In Oberösterreich wurde die Notwendigkeit eines neuen Entwurfes, der Ende April in Begutachtung geht, hingegen wegen des Risses von neun Schafen in Gramastetten (Bezirk Urfahr-Umgebung) Anfang des Monats durch einen Wolf begründet. Aktuell dürften im nordöstlichen Grenzgebiet vier Rudel leben, 25 Wölfe dürften sich insgesamt in Oberösterreich aufhalten. In diesem Jahr gingen bereits 14 Rissmeldungen von Wildtieren ein, von denen drei nachweislich auf Wölfe zurückzuführen sind. Bei Nutztieren waren es zwölf Meldungen, neun davon nachgewiesene Wolfsrisse, so Landesrätin Michaela Langer-Weninger (ÖVP).

Änderungspläne in Sachen Wolf gibt es auch in Vorarlberg. Man überlege derzeit, was es brauche, um im Fall eines "Problemwolfs" rascher reagieren zu können, "das ist gerade in Arbeit", so Hubert Schatz, Landeswildökologe und Leiter der Koordinationsgruppe für Großraubwild. Die Koordinationsgruppe legt unter anderem fest, welche Präventionsmaßnahmen umgesetzt werden und wie bei Wolfsichtungen bzw. -rissen verfahren wird.

Das Land Vorarlberg finanziert zudem seit 2016 ein Pilotprojekt zum Herdenschutz, so werden Weiterbildungsveranstaltungen mit Schafhaltern, -hirten und Alpbesitzern angeboten. Derzeit sei die Situation ruhig, so Schatz. Der Wolf war in Vorarlberg im 19. Jahrhundert ausgerottet worden, 2014 gab es erstmals wieder einen Nachweis. Seither kommt es immer wieder zu Nutztierrissen, zuletzt im Juli 2022 und im heurigen Winter.

In Salzburg ist es lange nicht gelungen, sich politisch auf einen Umgang mit Problemwölfen zu einigen. Zunächst versuchte das Land im Jahr 2020 einen ersten Abschuss per Bescheid zu genehmigen, das Landesverwaltungsgericht hob diesen aber nach Einsprüchen von Naturschutzorganisationen Monate später wieder auf - unter anderem, weil gelindere Mittel nicht versucht worden seien. Das verdächtige Tier war zu diesem Zeitpunkt schon längst weitergezogen. Das Land nutzt darum die Möglichkeit im Jagdgesetz, sogenannte Maßnahmengebiete zu bestimmen. Damit bestehe jederzeit die rechtliche Möglichkeit, in konkreten Fällen Abschüsse von Wölfen in bestimmten Gebieten trotz der strengen Schon- und Schutzvorschriften per Verordnung zu genehmigen, erklärte der Wolfsbeauftragte des Landes, Hubert Stock.

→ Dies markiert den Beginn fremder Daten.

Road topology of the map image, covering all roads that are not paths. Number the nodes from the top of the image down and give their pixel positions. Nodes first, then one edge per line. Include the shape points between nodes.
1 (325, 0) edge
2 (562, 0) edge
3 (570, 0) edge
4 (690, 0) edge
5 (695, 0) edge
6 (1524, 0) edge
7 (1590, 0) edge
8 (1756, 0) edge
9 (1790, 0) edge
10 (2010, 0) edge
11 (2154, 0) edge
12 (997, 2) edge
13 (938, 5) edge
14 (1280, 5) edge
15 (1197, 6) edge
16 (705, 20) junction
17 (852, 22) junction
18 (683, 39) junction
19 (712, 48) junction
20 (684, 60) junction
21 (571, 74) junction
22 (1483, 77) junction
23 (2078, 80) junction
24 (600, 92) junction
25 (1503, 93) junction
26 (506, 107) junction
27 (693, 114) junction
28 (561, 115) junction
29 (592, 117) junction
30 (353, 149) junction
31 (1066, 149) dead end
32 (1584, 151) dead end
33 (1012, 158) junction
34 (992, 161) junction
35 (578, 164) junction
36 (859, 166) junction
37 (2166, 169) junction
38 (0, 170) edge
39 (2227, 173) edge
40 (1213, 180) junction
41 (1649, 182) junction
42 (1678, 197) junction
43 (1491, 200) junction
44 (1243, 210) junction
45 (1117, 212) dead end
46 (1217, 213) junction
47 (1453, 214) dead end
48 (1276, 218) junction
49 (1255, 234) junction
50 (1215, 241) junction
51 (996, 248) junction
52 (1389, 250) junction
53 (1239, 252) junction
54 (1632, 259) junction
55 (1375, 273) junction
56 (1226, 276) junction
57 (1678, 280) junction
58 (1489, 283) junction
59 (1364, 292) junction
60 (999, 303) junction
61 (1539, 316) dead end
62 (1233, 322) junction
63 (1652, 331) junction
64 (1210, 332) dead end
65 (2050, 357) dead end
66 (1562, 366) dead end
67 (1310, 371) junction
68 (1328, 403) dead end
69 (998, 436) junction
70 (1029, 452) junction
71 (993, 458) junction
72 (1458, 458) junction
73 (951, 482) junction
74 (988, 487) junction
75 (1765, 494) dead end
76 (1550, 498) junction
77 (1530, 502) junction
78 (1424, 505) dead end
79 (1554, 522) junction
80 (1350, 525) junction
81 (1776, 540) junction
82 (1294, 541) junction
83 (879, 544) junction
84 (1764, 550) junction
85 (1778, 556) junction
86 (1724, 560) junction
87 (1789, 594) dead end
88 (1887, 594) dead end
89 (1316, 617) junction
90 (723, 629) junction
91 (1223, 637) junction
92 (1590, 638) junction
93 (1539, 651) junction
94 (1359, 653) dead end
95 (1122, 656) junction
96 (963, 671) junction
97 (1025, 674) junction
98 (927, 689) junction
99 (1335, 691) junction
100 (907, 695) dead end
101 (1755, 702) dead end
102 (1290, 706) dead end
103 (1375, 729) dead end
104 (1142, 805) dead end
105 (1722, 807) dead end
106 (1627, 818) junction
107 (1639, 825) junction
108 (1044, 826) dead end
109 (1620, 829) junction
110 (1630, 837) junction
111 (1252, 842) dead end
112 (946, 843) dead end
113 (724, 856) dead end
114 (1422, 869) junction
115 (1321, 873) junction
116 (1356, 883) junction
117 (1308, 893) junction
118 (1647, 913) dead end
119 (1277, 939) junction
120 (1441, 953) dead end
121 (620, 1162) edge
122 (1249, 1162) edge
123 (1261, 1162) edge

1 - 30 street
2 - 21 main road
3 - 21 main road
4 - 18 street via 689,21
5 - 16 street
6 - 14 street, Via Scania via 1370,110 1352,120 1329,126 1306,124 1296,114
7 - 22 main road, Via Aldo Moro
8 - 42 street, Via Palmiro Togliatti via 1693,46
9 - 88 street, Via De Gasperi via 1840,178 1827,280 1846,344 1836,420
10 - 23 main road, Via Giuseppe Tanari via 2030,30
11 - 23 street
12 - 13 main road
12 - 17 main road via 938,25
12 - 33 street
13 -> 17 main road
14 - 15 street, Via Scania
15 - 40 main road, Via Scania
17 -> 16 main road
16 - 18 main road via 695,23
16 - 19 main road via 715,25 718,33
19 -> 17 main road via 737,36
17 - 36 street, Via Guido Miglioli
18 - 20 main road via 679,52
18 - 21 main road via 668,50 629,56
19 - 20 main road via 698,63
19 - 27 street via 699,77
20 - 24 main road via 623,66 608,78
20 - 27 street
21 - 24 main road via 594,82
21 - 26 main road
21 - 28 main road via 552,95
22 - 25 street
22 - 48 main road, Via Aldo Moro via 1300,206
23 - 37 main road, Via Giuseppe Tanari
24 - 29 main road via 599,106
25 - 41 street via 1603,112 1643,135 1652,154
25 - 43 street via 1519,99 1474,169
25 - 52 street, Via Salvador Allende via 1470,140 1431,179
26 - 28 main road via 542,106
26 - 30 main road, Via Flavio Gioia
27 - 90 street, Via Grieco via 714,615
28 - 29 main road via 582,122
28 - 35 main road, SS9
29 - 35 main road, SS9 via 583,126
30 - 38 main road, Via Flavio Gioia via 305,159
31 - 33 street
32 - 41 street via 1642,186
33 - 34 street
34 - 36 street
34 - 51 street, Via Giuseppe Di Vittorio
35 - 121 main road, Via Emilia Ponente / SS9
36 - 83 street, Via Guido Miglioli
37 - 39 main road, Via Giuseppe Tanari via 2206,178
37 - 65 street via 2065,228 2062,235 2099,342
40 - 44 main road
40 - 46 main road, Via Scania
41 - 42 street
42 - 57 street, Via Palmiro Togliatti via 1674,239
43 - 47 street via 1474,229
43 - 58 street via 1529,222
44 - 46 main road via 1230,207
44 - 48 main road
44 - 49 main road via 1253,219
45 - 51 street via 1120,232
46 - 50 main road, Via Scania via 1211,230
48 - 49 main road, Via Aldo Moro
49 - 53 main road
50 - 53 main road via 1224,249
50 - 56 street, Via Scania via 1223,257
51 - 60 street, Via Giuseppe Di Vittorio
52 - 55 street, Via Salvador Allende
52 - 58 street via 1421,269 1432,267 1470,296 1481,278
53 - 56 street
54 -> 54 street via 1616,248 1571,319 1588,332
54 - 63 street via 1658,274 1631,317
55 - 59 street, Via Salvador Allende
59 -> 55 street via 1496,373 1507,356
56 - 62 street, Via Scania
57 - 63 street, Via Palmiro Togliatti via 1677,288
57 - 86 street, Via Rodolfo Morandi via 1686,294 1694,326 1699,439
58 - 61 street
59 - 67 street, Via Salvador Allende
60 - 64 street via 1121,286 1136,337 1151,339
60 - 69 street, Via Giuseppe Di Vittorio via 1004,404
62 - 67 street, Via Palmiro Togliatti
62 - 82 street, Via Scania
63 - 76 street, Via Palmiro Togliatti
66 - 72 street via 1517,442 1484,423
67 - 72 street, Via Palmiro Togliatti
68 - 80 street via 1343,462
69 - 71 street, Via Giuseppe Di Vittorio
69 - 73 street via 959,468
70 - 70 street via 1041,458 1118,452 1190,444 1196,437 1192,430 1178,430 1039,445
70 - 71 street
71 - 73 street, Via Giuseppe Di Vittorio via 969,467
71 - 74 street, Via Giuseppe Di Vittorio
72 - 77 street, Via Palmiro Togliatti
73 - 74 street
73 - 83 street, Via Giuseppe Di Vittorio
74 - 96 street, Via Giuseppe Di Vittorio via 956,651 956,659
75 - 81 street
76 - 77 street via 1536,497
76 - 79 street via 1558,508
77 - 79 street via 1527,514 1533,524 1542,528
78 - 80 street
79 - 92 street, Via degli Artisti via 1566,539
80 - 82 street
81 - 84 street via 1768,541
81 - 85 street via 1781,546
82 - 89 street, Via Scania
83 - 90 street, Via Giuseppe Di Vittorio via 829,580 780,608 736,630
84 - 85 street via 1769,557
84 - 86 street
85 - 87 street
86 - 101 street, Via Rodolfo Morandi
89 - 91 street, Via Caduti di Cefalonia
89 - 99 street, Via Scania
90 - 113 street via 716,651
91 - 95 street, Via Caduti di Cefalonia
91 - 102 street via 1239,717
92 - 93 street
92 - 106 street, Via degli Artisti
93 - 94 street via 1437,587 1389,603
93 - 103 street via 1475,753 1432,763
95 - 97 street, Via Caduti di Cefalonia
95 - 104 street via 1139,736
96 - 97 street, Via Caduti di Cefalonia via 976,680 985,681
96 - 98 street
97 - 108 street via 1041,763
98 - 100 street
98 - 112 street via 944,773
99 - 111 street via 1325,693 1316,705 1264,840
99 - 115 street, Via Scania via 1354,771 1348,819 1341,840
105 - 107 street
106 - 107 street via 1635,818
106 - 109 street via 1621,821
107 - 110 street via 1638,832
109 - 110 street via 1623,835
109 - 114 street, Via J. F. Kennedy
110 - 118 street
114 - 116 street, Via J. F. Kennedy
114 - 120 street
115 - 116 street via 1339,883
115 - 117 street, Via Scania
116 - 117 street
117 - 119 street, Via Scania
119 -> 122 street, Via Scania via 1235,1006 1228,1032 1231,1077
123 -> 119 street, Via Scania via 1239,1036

Dabei soll - ein Kompromiss zwischen ÖVP und Grünen in der Landesregierung - unter anderem speziell geprüft werden, ob Herdenschutzmaßnahmen zumutbar waren. In Salzburg kam es 2019 und 2021 zu einzelnen Vorfällen mit Dutzenden getöteten und verletzten Schafen, im relativ ruhigen Jahr 2022 wurden bei vier Wolfsangriffen zwölf Nutztiere getötet.

ribbon Zusammenfassung
  • Nach Kärnten, Tirol und Niederösterreich hat im April auch Oberösterreich angekündigt, seine Wolfsverordnung zu ändern, um Risiko- bzw. Problemtiere abschießen zu können.
  • Ein Blick auf die Nutztierriss-Statistik 2022 zeigt, dass Kärnten und Tirol mit jeweils knapp über 400 getöteten Tieren mit Abstand die höchsten Zahlen aufwiesen, in Oberösterreich wurden da zwei Schafe gelistet, 15 waren es in Niederösterreich.